**TASK DESCRIPTION**
Start to finish, print the entries exactly, and carry none of the pictures over.

Collected data entries:

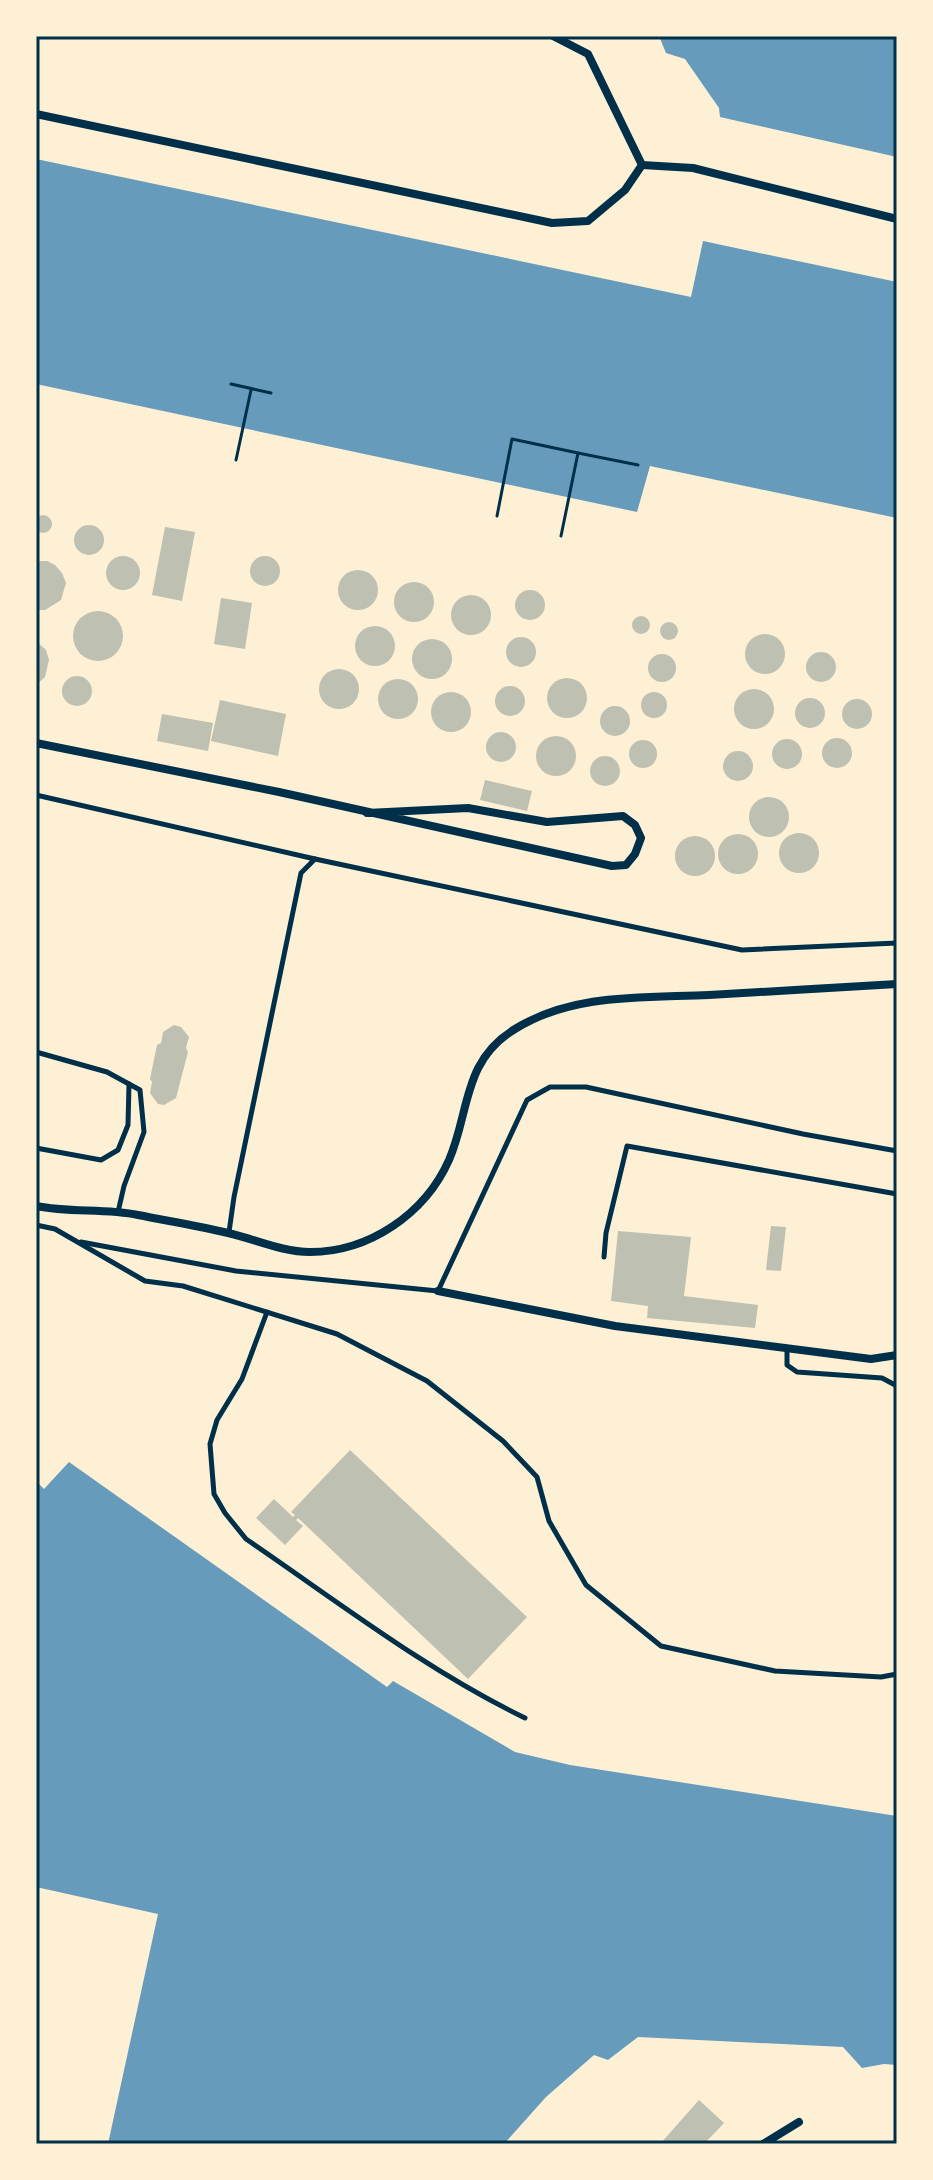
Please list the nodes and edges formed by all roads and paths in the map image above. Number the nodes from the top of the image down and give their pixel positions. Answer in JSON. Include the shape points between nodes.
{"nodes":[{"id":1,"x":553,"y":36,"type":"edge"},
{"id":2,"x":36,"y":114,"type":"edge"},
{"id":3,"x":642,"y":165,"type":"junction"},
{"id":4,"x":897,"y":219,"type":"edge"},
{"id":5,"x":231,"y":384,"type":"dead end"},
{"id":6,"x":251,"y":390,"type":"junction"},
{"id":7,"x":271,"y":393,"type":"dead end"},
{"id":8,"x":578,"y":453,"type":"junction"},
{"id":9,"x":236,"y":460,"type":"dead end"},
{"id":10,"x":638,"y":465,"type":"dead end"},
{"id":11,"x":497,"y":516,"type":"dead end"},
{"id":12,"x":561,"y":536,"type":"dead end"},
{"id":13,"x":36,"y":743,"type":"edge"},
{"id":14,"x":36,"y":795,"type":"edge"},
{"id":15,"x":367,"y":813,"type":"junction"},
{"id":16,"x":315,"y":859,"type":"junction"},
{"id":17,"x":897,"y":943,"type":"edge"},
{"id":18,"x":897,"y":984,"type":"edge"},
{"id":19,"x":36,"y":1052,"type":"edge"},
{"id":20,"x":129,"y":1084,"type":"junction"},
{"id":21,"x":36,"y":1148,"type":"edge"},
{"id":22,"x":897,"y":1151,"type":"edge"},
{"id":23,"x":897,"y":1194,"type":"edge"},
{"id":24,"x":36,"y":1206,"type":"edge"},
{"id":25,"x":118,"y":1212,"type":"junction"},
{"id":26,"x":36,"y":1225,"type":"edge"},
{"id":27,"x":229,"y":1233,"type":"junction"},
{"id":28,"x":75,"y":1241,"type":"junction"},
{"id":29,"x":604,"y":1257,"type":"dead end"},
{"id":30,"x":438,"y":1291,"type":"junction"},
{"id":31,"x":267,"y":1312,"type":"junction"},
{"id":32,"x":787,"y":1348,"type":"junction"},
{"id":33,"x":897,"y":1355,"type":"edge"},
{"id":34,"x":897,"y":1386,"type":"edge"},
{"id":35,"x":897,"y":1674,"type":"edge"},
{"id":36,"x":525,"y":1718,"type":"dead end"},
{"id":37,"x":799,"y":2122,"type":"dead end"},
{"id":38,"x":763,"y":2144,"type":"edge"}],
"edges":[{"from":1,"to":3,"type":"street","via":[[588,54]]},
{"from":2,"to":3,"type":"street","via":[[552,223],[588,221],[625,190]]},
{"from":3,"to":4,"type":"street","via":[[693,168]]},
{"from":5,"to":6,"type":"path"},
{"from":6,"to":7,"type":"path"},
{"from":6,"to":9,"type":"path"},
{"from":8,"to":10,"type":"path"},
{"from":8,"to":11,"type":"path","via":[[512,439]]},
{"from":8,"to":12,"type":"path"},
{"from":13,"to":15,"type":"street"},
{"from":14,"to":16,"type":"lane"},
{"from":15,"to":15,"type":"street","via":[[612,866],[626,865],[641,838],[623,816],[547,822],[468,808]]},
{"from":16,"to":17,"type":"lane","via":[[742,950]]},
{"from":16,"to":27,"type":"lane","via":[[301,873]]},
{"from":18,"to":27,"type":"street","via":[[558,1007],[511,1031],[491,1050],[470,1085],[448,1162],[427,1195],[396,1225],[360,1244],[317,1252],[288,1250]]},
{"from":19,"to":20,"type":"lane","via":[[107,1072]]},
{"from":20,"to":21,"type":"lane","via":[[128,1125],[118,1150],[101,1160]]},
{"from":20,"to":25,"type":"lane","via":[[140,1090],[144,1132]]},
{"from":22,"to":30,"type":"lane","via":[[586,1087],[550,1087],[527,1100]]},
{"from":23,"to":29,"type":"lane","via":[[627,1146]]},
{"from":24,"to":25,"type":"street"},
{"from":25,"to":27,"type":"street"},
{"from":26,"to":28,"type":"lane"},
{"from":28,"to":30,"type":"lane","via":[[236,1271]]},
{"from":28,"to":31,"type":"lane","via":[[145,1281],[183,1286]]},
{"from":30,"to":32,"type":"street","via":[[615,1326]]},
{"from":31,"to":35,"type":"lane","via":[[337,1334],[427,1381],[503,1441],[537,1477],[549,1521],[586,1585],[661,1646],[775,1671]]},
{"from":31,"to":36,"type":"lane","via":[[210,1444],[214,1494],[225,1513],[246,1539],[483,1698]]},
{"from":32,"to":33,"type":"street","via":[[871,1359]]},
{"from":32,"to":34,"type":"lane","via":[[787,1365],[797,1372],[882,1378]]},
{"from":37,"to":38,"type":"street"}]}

**SOLUTION BELOW**
Please list the nodes and edges formed by all roads and paths in the map image above. Number the nodes from the top of the image down and give their pixel positions. Answer in JSON. Include the shape points between nodes.
{"nodes":[{"id":1,"x":553,"y":36,"type":"edge"},
{"id":2,"x":36,"y":114,"type":"edge"},
{"id":3,"x":642,"y":165,"type":"junction"},
{"id":4,"x":897,"y":219,"type":"edge"},
{"id":5,"x":231,"y":384,"type":"dead end"},
{"id":6,"x":251,"y":390,"type":"junction"},
{"id":7,"x":271,"y":393,"type":"dead end"},
{"id":8,"x":578,"y":453,"type":"junction"},
{"id":9,"x":236,"y":460,"type":"dead end"},
{"id":10,"x":638,"y":465,"type":"dead end"},
{"id":11,"x":497,"y":516,"type":"dead end"},
{"id":12,"x":561,"y":536,"type":"dead end"},
{"id":13,"x":36,"y":743,"type":"edge"},
{"id":14,"x":36,"y":795,"type":"edge"},
{"id":15,"x":367,"y":813,"type":"junction"},
{"id":16,"x":315,"y":859,"type":"junction"},
{"id":17,"x":897,"y":943,"type":"edge"},
{"id":18,"x":897,"y":984,"type":"edge"},
{"id":19,"x":36,"y":1052,"type":"edge"},
{"id":20,"x":129,"y":1084,"type":"junction"},
{"id":21,"x":36,"y":1148,"type":"edge"},
{"id":22,"x":897,"y":1151,"type":"edge"},
{"id":23,"x":897,"y":1194,"type":"edge"},
{"id":24,"x":36,"y":1206,"type":"edge"},
{"id":25,"x":118,"y":1212,"type":"junction"},
{"id":26,"x":36,"y":1225,"type":"edge"},
{"id":27,"x":229,"y":1233,"type":"junction"},
{"id":28,"x":75,"y":1241,"type":"junction"},
{"id":29,"x":604,"y":1257,"type":"dead end"},
{"id":30,"x":438,"y":1291,"type":"junction"},
{"id":31,"x":267,"y":1312,"type":"junction"},
{"id":32,"x":787,"y":1348,"type":"junction"},
{"id":33,"x":897,"y":1355,"type":"edge"},
{"id":34,"x":897,"y":1386,"type":"edge"},
{"id":35,"x":897,"y":1674,"type":"edge"},
{"id":36,"x":525,"y":1718,"type":"dead end"},
{"id":37,"x":799,"y":2122,"type":"dead end"},
{"id":38,"x":763,"y":2144,"type":"edge"}],
"edges":[{"from":1,"to":3,"type":"street","via":[[588,54]]},
{"from":2,"to":3,"type":"street","via":[[552,223],[588,221],[625,190]]},
{"from":3,"to":4,"type":"street","via":[[693,168]]},
{"from":5,"to":6,"type":"path"},
{"from":6,"to":7,"type":"path"},
{"from":6,"to":9,"type":"path"},
{"from":8,"to":10,"type":"path"},
{"from":8,"to":11,"type":"path","via":[[512,439]]},
{"from":8,"to":12,"type":"path"},
{"from":13,"to":15,"type":"street"},
{"from":14,"to":16,"type":"lane"},
{"from":15,"to":15,"type":"street","via":[[612,866],[626,865],[641,838],[623,816],[547,822],[468,808]]},
{"from":16,"to":17,"type":"lane","via":[[742,950]]},
{"from":16,"to":27,"type":"lane","via":[[301,873]]},
{"from":18,"to":27,"type":"street","via":[[558,1007],[511,1031],[491,1050],[470,1085],[448,1162],[427,1195],[396,1225],[360,1244],[317,1252],[288,1250]]},
{"from":19,"to":20,"type":"lane","via":[[107,1072]]},
{"from":20,"to":21,"type":"lane","via":[[128,1125],[118,1150],[101,1160]]},
{"from":20,"to":25,"type":"lane","via":[[140,1090],[144,1132]]},
{"from":22,"to":30,"type":"lane","via":[[586,1087],[550,1087],[527,1100]]},
{"from":23,"to":29,"type":"lane","via":[[627,1146]]},
{"from":24,"to":25,"type":"street"},
{"from":25,"to":27,"type":"street"},
{"from":26,"to":28,"type":"lane"},
{"from":28,"to":30,"type":"lane","via":[[236,1271]]},
{"from":28,"to":31,"type":"lane","via":[[145,1281],[183,1286]]},
{"from":30,"to":32,"type":"street","via":[[615,1326]]},
{"from":31,"to":35,"type":"lane","via":[[337,1334],[427,1381],[503,1441],[537,1477],[549,1521],[586,1585],[661,1646],[775,1671]]},
{"from":31,"to":36,"type":"lane","via":[[210,1444],[214,1494],[225,1513],[246,1539],[483,1698]]},
{"from":32,"to":33,"type":"street","via":[[871,1359]]},
{"from":32,"to":34,"type":"lane","via":[[787,1365],[797,1372],[882,1378]]},
{"from":37,"to":38,"type":"street"}]}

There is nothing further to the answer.